You ever hear the term “Skid Row”? I’m told that phrase came from Seattle. Loggers used to skid logs down Yesler Way into the sawmill down near the waterfront. The street became sort of infamous for being where the worst of the city lived. 3rd and Yesler is still sort of the hairy armpit of the city, but there has been a lot of work to polish the street up. Pioneer Square is at the downtown end of Yesler. You won’t believe the amount of great food and music you can find around here. I’m trying to lose weight, so I avoid this neighborhood like the plague these days.
Here’s a bit of trivia that will resolve a point of confusion for my dad when talking about Fremont. The neighborhood was named by its founders after the Nebraska town that they came from. These days, it’s a rapidly gentrifying - but still very active and artistic - spot in the northern part of Seattle. The people are nice, but maybe a little full of themselves sometimes. The shops are bright and fun to wander in. There’s no pressure to buy anything, but you’ll find good prices if you do feel like spending. Be smart about crossing the street, though.

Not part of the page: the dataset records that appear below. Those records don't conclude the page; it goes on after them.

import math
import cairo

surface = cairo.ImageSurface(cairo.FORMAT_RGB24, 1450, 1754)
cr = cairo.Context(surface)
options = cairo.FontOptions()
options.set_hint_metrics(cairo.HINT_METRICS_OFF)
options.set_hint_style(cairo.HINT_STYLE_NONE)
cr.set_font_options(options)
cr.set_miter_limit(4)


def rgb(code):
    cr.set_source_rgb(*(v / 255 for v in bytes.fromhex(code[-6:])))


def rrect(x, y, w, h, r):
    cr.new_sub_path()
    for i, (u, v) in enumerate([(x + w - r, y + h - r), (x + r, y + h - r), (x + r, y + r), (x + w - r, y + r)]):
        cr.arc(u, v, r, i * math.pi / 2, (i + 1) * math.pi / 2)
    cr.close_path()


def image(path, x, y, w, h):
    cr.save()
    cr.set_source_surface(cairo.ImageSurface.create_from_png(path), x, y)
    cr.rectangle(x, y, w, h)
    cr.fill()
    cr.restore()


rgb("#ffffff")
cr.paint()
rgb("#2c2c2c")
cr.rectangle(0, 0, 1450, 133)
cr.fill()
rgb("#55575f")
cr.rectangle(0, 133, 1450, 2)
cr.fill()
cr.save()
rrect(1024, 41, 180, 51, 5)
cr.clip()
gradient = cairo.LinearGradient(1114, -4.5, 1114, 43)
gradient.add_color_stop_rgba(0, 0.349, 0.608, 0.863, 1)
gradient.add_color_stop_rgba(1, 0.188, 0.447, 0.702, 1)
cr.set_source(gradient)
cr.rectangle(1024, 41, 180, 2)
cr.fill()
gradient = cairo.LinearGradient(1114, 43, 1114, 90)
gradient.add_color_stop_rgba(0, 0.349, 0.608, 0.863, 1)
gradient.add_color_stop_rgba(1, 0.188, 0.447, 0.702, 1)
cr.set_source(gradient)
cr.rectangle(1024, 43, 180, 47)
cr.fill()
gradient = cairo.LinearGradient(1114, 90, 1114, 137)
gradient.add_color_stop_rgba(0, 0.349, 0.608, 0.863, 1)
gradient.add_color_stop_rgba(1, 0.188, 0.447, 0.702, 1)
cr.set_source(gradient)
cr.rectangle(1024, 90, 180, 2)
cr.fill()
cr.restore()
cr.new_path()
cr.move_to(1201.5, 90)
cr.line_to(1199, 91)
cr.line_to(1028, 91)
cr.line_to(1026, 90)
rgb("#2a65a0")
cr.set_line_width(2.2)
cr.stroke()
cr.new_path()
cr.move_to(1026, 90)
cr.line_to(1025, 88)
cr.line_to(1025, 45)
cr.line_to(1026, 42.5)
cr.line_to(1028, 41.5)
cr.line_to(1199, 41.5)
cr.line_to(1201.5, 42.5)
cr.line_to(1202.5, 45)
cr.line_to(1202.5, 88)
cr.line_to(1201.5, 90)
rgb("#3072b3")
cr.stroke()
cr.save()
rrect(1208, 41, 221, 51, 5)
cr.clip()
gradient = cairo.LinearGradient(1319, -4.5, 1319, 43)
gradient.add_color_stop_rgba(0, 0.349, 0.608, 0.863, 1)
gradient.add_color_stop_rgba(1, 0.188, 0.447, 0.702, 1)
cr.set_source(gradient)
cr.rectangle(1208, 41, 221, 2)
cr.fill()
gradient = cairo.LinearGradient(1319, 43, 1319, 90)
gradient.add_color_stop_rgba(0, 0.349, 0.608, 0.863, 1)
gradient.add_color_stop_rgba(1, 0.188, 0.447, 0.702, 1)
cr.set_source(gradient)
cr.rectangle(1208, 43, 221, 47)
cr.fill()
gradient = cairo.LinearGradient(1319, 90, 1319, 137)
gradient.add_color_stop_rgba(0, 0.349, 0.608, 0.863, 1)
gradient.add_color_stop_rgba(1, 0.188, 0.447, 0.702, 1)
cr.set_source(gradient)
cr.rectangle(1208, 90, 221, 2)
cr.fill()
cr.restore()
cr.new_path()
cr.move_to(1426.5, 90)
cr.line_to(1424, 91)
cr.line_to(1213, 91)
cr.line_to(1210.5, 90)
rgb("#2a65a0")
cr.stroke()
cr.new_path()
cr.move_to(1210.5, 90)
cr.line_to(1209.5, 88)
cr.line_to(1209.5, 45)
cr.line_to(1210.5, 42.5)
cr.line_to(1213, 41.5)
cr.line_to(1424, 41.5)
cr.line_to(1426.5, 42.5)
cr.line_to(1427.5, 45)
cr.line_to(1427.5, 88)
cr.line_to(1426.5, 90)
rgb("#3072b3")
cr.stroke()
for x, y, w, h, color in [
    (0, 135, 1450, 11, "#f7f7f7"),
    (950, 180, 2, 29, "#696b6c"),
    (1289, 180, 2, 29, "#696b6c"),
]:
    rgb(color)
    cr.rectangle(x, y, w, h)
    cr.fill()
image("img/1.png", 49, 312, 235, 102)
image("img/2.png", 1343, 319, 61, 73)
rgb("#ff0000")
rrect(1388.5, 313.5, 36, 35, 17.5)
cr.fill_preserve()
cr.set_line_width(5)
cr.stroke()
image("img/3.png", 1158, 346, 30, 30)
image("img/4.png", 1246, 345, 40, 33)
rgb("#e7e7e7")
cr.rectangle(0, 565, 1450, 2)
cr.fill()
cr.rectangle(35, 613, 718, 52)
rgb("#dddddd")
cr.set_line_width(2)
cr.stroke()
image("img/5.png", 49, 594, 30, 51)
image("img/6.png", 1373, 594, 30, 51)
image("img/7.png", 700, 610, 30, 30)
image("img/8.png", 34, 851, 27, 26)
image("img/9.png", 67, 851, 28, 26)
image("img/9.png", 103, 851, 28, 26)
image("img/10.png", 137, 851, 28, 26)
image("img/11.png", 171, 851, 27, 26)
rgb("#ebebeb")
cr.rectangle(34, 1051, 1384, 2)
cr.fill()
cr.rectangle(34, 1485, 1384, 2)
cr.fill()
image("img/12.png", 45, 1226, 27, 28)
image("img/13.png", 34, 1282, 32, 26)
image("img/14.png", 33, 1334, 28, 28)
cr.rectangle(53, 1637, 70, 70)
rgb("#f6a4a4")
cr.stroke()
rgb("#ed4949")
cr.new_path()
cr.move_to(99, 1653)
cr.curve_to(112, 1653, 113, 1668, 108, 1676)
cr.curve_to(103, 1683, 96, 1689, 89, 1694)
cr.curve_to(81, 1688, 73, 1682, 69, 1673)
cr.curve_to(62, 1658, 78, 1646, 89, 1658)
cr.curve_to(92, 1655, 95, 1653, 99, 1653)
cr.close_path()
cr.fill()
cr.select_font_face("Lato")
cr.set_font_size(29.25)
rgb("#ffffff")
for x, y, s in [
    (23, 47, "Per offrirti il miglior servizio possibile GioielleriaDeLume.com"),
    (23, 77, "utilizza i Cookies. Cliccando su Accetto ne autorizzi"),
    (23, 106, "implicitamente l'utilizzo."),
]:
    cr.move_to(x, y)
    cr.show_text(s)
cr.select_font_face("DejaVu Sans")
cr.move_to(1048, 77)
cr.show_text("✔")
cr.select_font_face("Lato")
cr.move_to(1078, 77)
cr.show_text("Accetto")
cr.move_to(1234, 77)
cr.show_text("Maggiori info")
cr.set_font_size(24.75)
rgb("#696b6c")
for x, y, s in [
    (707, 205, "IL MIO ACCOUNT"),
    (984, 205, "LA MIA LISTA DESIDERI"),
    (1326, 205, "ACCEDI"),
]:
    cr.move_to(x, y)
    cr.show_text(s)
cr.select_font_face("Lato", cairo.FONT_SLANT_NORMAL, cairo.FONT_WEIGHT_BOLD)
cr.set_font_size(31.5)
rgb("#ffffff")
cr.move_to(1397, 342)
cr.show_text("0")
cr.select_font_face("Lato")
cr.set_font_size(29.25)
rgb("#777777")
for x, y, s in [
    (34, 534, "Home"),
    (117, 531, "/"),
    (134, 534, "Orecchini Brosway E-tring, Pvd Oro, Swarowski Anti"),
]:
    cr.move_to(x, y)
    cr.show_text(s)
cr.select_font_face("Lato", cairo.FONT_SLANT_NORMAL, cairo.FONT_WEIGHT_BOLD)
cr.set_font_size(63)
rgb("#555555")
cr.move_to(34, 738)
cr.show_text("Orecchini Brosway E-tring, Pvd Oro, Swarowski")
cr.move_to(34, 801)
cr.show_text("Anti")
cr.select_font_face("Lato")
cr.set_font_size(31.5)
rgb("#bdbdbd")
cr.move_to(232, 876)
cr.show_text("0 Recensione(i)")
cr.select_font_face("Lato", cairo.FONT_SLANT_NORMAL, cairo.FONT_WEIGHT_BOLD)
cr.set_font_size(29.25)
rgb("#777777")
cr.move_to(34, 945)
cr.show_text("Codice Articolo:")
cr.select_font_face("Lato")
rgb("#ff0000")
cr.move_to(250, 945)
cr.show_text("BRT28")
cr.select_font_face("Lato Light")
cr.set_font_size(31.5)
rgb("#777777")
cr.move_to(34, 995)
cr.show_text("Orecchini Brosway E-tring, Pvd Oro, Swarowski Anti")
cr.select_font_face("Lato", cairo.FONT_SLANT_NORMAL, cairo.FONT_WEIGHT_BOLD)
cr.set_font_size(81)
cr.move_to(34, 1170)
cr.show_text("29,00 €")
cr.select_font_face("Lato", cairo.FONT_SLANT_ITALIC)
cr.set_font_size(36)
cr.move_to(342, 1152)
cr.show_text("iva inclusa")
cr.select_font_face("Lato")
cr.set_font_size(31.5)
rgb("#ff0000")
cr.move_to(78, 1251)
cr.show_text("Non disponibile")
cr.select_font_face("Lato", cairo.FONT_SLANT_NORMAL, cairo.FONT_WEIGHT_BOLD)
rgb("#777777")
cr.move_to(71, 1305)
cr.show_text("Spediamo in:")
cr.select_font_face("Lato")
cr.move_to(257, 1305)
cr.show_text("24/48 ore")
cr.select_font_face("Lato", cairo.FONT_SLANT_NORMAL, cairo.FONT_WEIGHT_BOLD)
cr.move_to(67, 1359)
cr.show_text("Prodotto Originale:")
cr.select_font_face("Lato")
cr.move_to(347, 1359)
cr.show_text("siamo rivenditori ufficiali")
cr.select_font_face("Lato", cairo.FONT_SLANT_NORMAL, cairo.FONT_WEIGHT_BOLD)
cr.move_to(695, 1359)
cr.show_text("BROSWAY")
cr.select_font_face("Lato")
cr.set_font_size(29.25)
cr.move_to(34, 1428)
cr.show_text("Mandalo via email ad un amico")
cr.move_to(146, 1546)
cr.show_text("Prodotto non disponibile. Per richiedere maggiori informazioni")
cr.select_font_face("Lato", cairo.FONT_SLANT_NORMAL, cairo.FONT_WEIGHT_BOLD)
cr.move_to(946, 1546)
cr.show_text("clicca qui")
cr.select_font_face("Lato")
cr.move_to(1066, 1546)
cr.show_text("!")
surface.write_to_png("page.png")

There have been more than a few accidents as people try to rush across against the crosswalk lights while some car is trying to rush through the yellow light. Don’t be paranoid, just be smart. That’s all I’m saying. And pay your respects to Lenin’s statue while you are in the neighborhood.
Let me be honest. The only reason I know anything about Phinney Ridge is because we lived there for nearly four years. It is a gorgeous neighborhood at the very top of one of Seattle’s many hills. There are many expensive condos and older houses being remodeled by ambitious young families, but not much else.

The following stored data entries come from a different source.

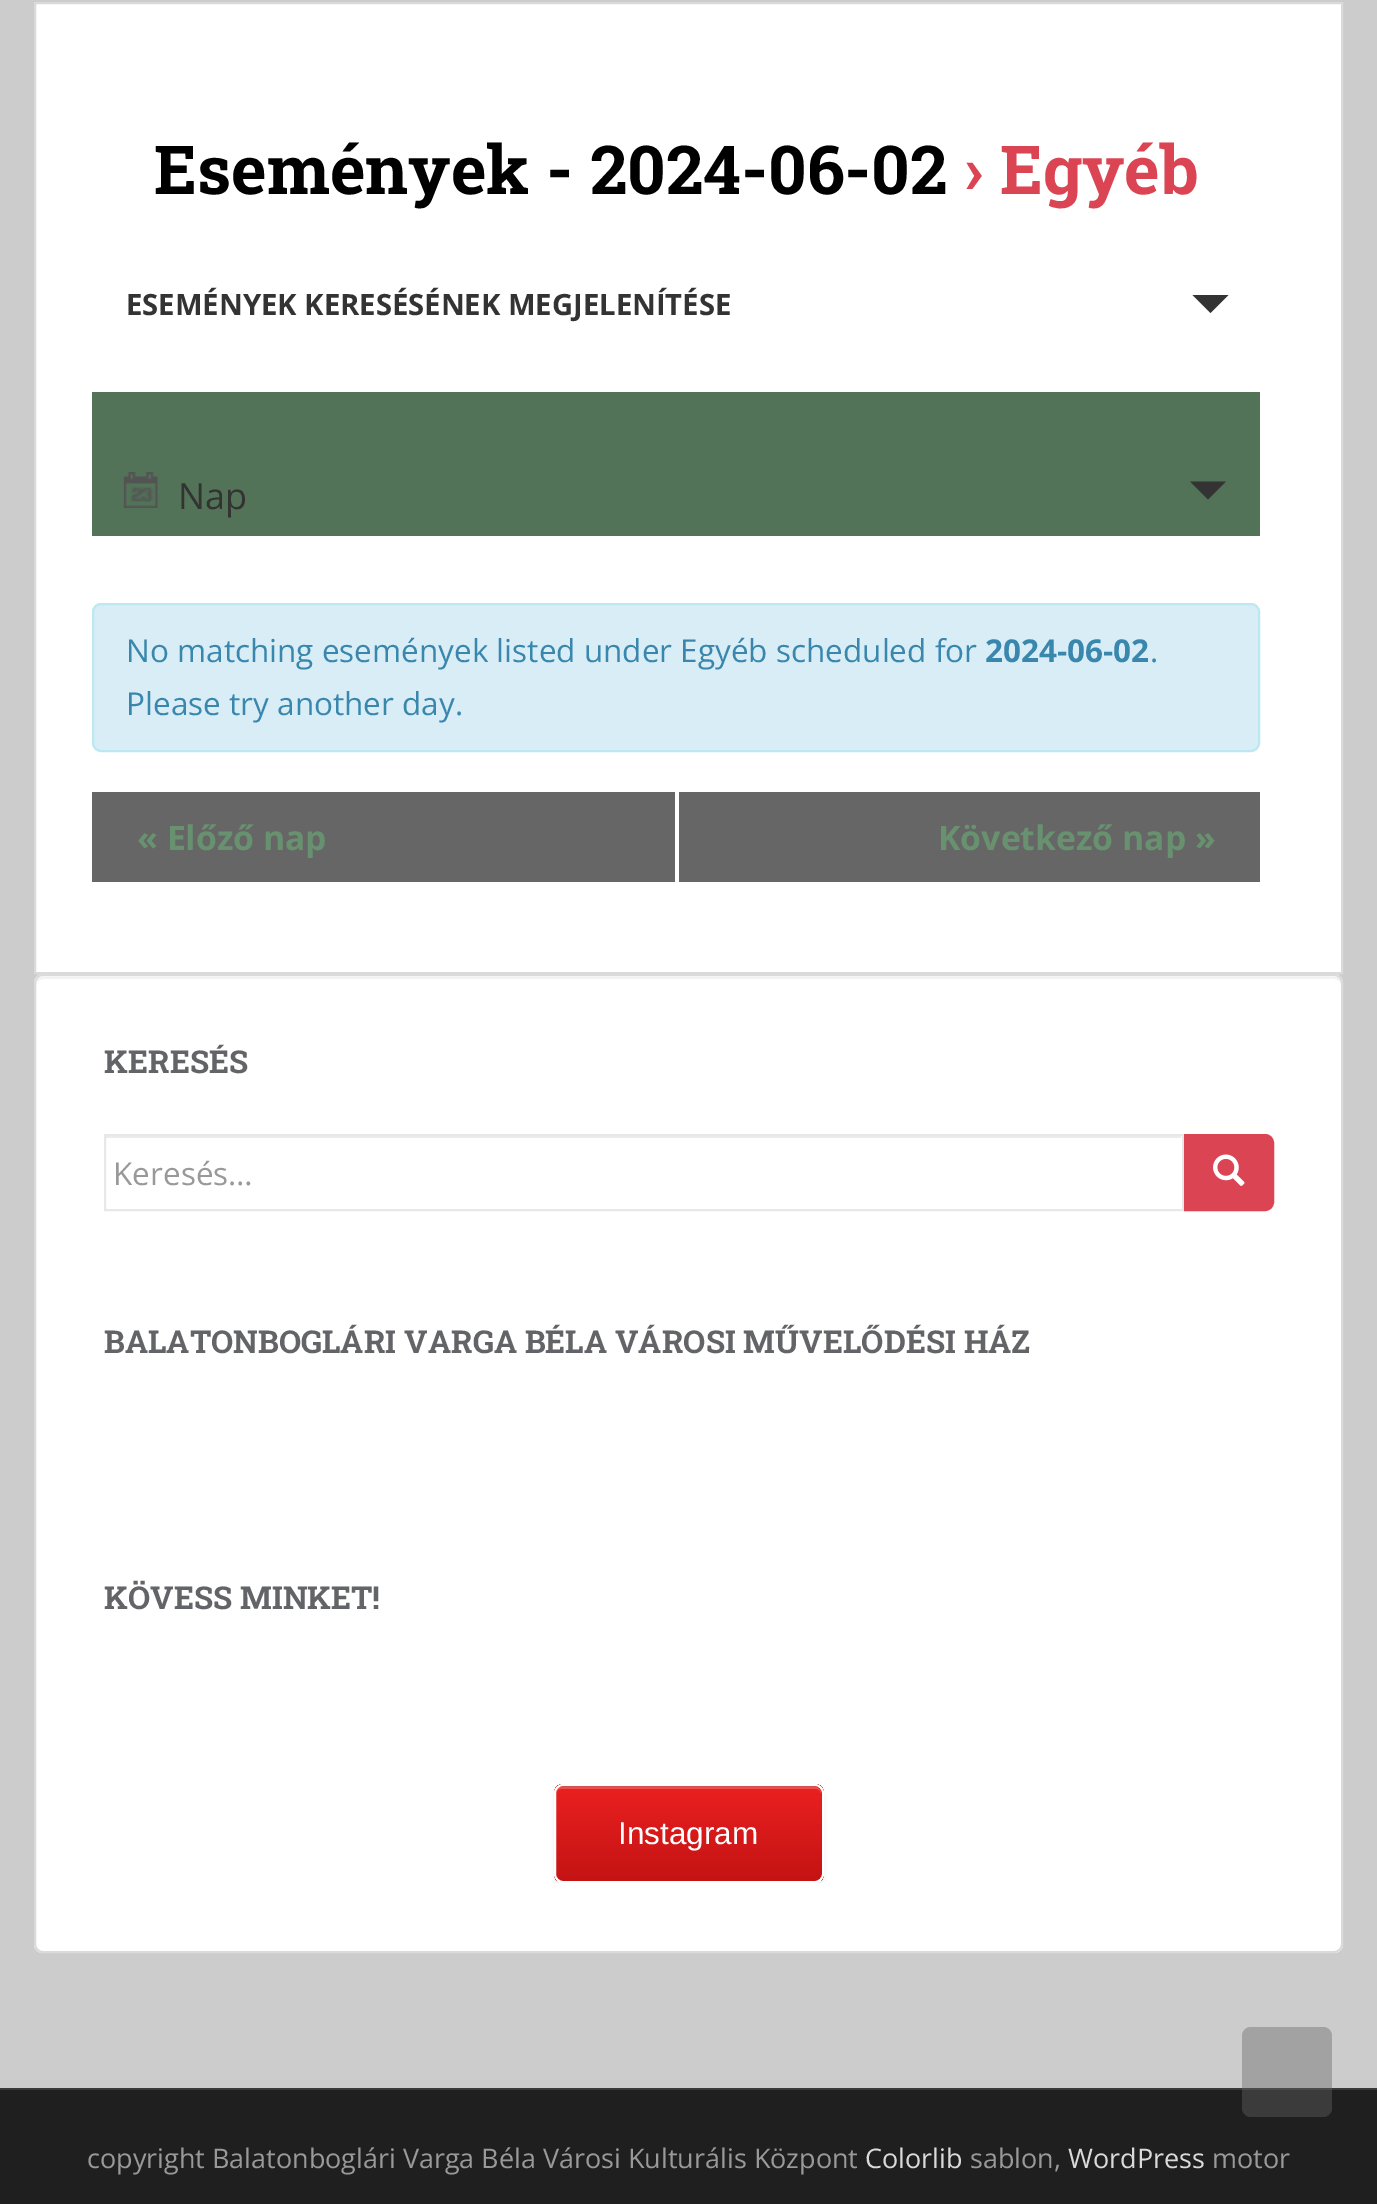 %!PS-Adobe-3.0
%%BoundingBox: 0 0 1377 2204
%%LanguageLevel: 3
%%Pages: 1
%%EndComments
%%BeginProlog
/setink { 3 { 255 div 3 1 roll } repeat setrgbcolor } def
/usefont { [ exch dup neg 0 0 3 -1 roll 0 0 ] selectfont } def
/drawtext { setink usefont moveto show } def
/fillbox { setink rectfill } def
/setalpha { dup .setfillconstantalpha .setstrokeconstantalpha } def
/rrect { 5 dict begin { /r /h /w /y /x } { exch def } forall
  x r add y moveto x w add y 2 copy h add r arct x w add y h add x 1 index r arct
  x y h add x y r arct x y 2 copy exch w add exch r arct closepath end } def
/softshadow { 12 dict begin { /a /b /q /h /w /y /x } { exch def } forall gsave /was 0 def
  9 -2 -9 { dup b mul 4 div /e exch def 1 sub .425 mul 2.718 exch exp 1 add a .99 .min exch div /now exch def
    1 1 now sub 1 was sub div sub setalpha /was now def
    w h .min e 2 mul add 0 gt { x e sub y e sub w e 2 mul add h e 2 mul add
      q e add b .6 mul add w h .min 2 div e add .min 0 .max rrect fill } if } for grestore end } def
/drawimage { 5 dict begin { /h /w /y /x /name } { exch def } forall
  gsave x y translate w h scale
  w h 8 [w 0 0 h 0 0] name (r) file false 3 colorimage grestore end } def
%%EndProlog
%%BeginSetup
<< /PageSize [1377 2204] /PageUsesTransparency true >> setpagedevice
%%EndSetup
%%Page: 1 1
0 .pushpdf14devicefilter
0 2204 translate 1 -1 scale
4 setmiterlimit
0 0 1377 2204 204 204 204 fillbox
255 255 255 setink
35 3 moveto 1342 3 lineto 1342 973 lineto 35 973 lineto closepath gsave fill grestore
218 218 218 setink
2 setlinewidth
stroke
(Események - 2024-06-02) 154 194 /RobotoSlab-Bold 67.5 0 0 0 drawtext
(› Egyéb) 964 194 /RobotoSlab-Bold 67.5 218 68 83 drawtext
(ESEMÉNYEK KERESÉSÉNEK MEGJELENÍTÉSE) 126 315 /OpenSans-Bold 29.25 51 51 51 drawtext
1192.5 295 moveto 1228.5 295 lineto 1210.5 313 lineto closepath fill
92 392 1168 144 83 115 88 fillbox
(assets/img1.rgb) 123 472 35 36 drawimage
(Nap) 178 509 /OpenSans-Regular 36 51 51 51 drawtext
1190 481.5 moveto 1226 481.5 lineto 1208 499.5 lineto closepath fill
217 237 247 setink
93 604 1166 147 8 rrect gsave fill grestore
188 232 241 setink
stroke
(No matching események listed under Egyéb scheduled for) 126 662 /OpenSans-Regular 31.5 58 135 173 drawtext
(2024-06-02) 985 662 /OpenSans-Bold 31.5 58 135 173 drawtext
(.) 1150 662 /OpenSans-Regular 31.5 58 135 173 drawtext
(Please try another day.) 126 715 /OpenSans-Regular 31.5 58 135 173 drawtext
92 792 583 90 102 102 102 fillbox
(« Előző nap) 137 850 /OpenSans-Bold 33.75 104 145 111 drawtext
679 792 581 90 102 102 102 fillbox
(Következő nap ») 938 850 /OpenSans-Bold 33.75 104 145 111 drawtext
255 255 255 setink
34 974 1309 979 9 rrect fill
242 242 242 setink
43 979 moveto 1334 979 lineto 1338 979 1341 982 1341 986 curveto 1341 984 lineto 1341 980 1338 977 1334 977 curveto 43 977 lineto 39 977 36 980 36 984 curveto 36 986 lineto 36 982 39 979 43 979 curveto closepath fill
218 218 218 setink
35 975 1307 977 8 rrect stroke
(KERESÉS) 104 1073 /RobotoSlab-Bold 31.5 99 100 103 drawtext
106 1136 1075 2 236 236 236 fillbox
232 232 232 setink
105 1135 1078 75 rectstroke
(Keresés…) 113 1185 /OpenSans-Regular 31.5 153 153 153 drawtext
218 68 83 setink
1185 1135 moveto 1265 1135 lineto 1269.5 1135 1273 1138.5 1273 1143 curveto 1273 1202 lineto 1273 1206.5 1269.5 1210 1265 1210 curveto 1185 1210 lineto closepath gsave fill grestore
stroke
(assets/img2.rgb) 1213 1154 32 32 drawimage
(BALATONBOGLÁRI VARGA BÉLA VÁROSI MŰVELŐDÉSI HÁZ) 104 1353 /RobotoSlab-Bold 31.5 99 100 103 drawtext
(KÖVESS MINKET!) 104 1609 /RobotoSlab-Bold 31.5 99 100 103 drawtext
gsave
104 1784 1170 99 rectclip
0 0 0 setink
554 1787 270 99 9 2 0.07 softshadow
grestore
gsave
554 1784 270 99 9 rrect clip newpath
gsave 554 1784 moveto 824 1784 lineto 824 1787 lineto 554 1787 lineto closepath clip newpath
<< /ShadingType 2 /ColorSpace /DeviceRGB /Coords [556 1787 556 1692] /Extend [true true] /Function << /FunctionType 2 /Domain [0 1] /C0 [0.769 0.075 0.075] /C1 [0.918 0.125 0.125] /N 1 >> >> shfill grestore
gsave 554 1787 moveto 824 1787 lineto 824 1881 lineto 554 1881 lineto closepath clip newpath
<< /ShadingType 2 /ColorSpace /DeviceRGB /Coords [556 1881 556 1787] /Extend [true true] /Function << /FunctionType 2 /Domain [0 1] /C0 [0.769 0.075 0.075] /C1 [0.918 0.125 0.125] /N 1 >> >> shfill grestore
grestore
238 77 77 setink
561 1789 moveto 816 1789 lineto 819 1789 821 1791 821 1794 curveto 821 1793 lineto 821 1790 818 1787 815 1787 curveto 562 1787 lineto 559 1787 556 1790 556 1793 curveto 556 1794 lineto 556 1791 558 1789 561 1789 curveto closepath fill
255 255 255 setink
555 1785 268 97 8 rrect stroke
(Instagram) 618 1844 /LiberationSans-Regular 31.5 255 255 255 drawtext
0 2090 1377 114 31 31 31 fillbox
0 2088 1377 2 58 58 58 fillbox
0.4 setalpha
100 100 100 setink
1242 2027 90 90 9 rrect fill
1 setalpha
(copyright Balatonboglári Varga Béla Városi Kulturális Központ) 87 2168 /OpenSans-Regular 27 153 153 153 drawtext
(Colorlib) 865 2168 /OpenSans-Regular 27 218 218 218 drawtext
(sablon,) 970 2168 /OpenSans-Regular 27 153 153 153 drawtext
(WordPress) 1068 2168 /OpenSans-Regular 27 218 218 218 drawtext
(motor) 1212 2168 /OpenSans-Regular 27 153 153 153 drawtext
.poppdf14devicefilter showpage
%%EOF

Ha! Did you actually believe that? There’s not many shops here, but there’s still the Woodland Park Zoo! The sound of monkey loving late at night makes Phinney one of the most unusual city spots to live in. If you live in Seattle, you would be a fool not to get a membership to the zoo. It’s big. It’s beautiful. Membership is dirt cheap. You don’t even have to be big on animals. It’s nice to just come in and kick back for a relaxing bit of time on the grass.
As long as you’re in the neighborhood, you might as well walk up to Sully’s Snow Goose Tavern for a good pint of beer and a tasty veggie hot dog. I recommend their veggie dogs even if that is not normally your thing. They do have “real” hot dogs if you absolutely must have meat, but try the veggie version sometime. It’s good and tasty and leaves you wanting to ask if they’re sure that was the vegetarian version.
We have only explored the Central District a little, so I really only have one thing to tell you about: Ezell’s. It’s the best danged fried chicken I have ever had. I’m getting hungry just thinking about it. Have you noticed that a lot of my neighborhood summaries mention food? Yeah, that’s how I’ve gone from being bone-skinny to needing to lose weight. Food in Seattle is really good and plentiful. You’ve been warned. Even Oprah Winfrey has to be careful. Back in the day, she loved Ezell’s, gushed about it on TV, and the story claims that she even had their chicken specially delivered to Chicago. Yeah, I’d say it’s about that good. Be aware, though, the quality is a little inconsistent. It’s usually the best fried chicken ever, but occasionally they throw a dud so bad you wish you’d gone for grocery store deli chicken instead.
International District / Chinatown
There is a minor identity crisis in this neighborhood. Some folks call it Chinatown, but it shows up on the map as the International District. Wander around a bit here. It’s nice. There are some great dim sum places, and Uwajimaya is a really big store with lots and lots of great food for the asian families (and curious pasty white folk like me) that live in the area. I’m a big fan of the Kinokuniya book store, even though I can only read about a third of the titles. Someday I will learn Japanese, I swear!
Joggers. That’s the first thing you notice when you visit this neighborhood. Bicyclists are probably the second. The last thing you notice will be either a jogger or a bicyclist, depending on who runs you down when you aren’t looking. You might notice a few things in between, though. The lake itself is pretty and well-maintained, with ducks and geese and an assortment of other urban wildlife varieties. There are a few good places to eat here, and at least one great coffee shop.
Most of the businesses in this neighborhood cater to the health-conscious sort of person: running supplies, bicycle shops, stuff like that. This obviously means that I haven’t been to half of the stores around me. As soon as they open a good shop for lazy computer geeks who like to knit, I’ll be there.
That’s it for the moment. Whenever I think of something else, I’ll add to this page. There is so much more that I would like to tell you about, but my typing fingers are already getting sore.